Online restaurant reviews are being utilized to identify food poisoning outbreaks, as part of a recent study by the UK Health Security Agency (UKHSA). Using artificial intelligence (AI), researchers analyzed reviews from platforms like Yelp, focusing on comments that indicated gastrointestinal (GI) symptoms such as nausea, diarrhea, and vomiting.
The AI proved effective, successfully identifying outbreaks over 90% of the time. Professor Steven Riley, the chief data officer at UKHSA, emphasized the need for innovative disease surveillance methods. He noted that integrating AI with traditional epidemiological practices might help pinpoint sources of foodborne illness outbreaks more accurately.

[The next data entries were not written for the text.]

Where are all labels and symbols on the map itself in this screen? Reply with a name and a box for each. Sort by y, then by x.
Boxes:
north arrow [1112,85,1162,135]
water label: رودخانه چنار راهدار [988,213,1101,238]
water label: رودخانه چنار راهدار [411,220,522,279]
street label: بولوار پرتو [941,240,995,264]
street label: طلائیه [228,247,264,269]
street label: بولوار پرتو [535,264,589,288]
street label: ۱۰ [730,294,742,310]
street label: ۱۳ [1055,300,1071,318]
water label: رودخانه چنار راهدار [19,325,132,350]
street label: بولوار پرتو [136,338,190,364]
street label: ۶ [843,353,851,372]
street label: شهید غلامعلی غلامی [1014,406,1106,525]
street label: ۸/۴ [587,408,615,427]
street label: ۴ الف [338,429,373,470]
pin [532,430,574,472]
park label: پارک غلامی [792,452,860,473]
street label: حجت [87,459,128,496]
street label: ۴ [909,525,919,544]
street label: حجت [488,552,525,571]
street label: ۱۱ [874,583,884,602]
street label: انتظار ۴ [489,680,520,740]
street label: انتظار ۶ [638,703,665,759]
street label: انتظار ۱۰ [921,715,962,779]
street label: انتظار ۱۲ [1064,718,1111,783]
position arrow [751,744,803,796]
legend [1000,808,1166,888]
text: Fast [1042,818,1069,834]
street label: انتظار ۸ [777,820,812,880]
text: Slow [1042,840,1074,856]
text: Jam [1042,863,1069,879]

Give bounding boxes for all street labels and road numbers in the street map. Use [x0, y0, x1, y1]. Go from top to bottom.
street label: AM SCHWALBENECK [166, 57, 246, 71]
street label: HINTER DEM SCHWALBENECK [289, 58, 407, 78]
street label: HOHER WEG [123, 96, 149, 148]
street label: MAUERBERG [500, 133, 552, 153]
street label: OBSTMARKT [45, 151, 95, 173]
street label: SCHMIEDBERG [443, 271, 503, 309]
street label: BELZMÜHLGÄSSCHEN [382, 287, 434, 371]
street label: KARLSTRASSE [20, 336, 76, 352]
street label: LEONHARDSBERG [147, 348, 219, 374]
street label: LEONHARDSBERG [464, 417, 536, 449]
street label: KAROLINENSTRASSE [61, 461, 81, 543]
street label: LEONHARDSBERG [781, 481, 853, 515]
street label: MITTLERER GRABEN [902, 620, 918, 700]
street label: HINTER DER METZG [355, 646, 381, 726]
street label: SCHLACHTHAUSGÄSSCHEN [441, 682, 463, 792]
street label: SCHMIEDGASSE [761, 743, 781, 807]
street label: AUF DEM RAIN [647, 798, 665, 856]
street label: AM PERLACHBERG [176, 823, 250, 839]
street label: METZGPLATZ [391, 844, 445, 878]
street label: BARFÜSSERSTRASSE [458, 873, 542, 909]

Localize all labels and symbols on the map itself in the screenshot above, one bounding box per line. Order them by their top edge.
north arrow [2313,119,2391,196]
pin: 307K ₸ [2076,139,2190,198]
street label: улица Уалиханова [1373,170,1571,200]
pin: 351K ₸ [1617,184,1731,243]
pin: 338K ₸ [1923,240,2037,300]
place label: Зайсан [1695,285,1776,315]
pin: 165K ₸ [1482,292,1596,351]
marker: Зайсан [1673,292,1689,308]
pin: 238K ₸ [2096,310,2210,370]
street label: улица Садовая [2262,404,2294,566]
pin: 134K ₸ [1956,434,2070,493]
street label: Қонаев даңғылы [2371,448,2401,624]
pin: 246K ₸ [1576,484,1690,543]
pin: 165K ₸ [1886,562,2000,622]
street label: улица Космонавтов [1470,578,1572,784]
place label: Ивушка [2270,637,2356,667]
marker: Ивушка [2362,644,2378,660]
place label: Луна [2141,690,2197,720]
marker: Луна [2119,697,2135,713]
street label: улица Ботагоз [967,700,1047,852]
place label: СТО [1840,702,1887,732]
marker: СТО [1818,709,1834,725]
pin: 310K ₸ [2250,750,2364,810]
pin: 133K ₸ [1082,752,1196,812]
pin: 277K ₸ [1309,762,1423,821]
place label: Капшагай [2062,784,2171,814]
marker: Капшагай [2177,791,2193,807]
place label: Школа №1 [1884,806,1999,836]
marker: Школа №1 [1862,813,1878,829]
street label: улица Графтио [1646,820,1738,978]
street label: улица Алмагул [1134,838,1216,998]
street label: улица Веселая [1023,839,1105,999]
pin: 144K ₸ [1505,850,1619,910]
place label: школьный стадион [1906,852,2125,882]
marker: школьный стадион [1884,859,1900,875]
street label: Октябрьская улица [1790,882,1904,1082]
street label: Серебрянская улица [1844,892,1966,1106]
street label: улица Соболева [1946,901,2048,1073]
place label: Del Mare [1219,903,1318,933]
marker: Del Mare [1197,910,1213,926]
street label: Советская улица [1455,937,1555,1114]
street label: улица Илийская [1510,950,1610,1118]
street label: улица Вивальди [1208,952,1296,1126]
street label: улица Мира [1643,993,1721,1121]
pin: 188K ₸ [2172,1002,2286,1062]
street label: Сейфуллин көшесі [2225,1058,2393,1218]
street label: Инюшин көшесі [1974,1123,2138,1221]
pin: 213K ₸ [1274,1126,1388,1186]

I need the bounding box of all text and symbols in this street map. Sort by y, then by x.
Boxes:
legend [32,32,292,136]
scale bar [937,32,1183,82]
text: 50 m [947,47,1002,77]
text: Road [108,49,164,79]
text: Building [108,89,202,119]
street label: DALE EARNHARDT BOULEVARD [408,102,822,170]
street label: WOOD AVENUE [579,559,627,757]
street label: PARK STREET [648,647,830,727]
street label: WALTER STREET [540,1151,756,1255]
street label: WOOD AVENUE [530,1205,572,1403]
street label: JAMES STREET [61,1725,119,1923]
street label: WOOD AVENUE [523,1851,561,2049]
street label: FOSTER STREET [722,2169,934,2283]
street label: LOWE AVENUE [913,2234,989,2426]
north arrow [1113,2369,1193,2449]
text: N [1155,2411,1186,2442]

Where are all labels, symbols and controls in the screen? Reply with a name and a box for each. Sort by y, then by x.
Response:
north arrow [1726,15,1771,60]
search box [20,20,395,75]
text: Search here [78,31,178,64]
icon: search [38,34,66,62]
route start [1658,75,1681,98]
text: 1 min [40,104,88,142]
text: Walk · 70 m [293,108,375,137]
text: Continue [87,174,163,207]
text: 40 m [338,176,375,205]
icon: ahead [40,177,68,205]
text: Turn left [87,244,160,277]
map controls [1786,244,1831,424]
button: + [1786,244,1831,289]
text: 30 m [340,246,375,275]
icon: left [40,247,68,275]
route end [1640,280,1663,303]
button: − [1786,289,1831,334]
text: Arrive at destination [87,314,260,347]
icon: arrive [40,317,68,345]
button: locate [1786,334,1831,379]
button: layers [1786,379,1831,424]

Though promising, the AI system is still in its early stages and faces challenges in interpreting slang and spelling errors. It struggles with determining the actual source of sickness when reviewers may have misidentified it.
The UK experiences approximately 2.4 million cases of foodborne illness each year, leading to an economic burden exceeding £9 billion. To validate their AI findings, UKHSA researchers manually reviewed over 3,000 cases, demonstrating the system’s potential alongside human analysis.
In conclusion, the study illustrates that integrating publicly available review data with large language models can enhance public health surveillance regarding gastrointestinal illnesses, although results require careful interpretation due to the inherent limitations of relying on such data.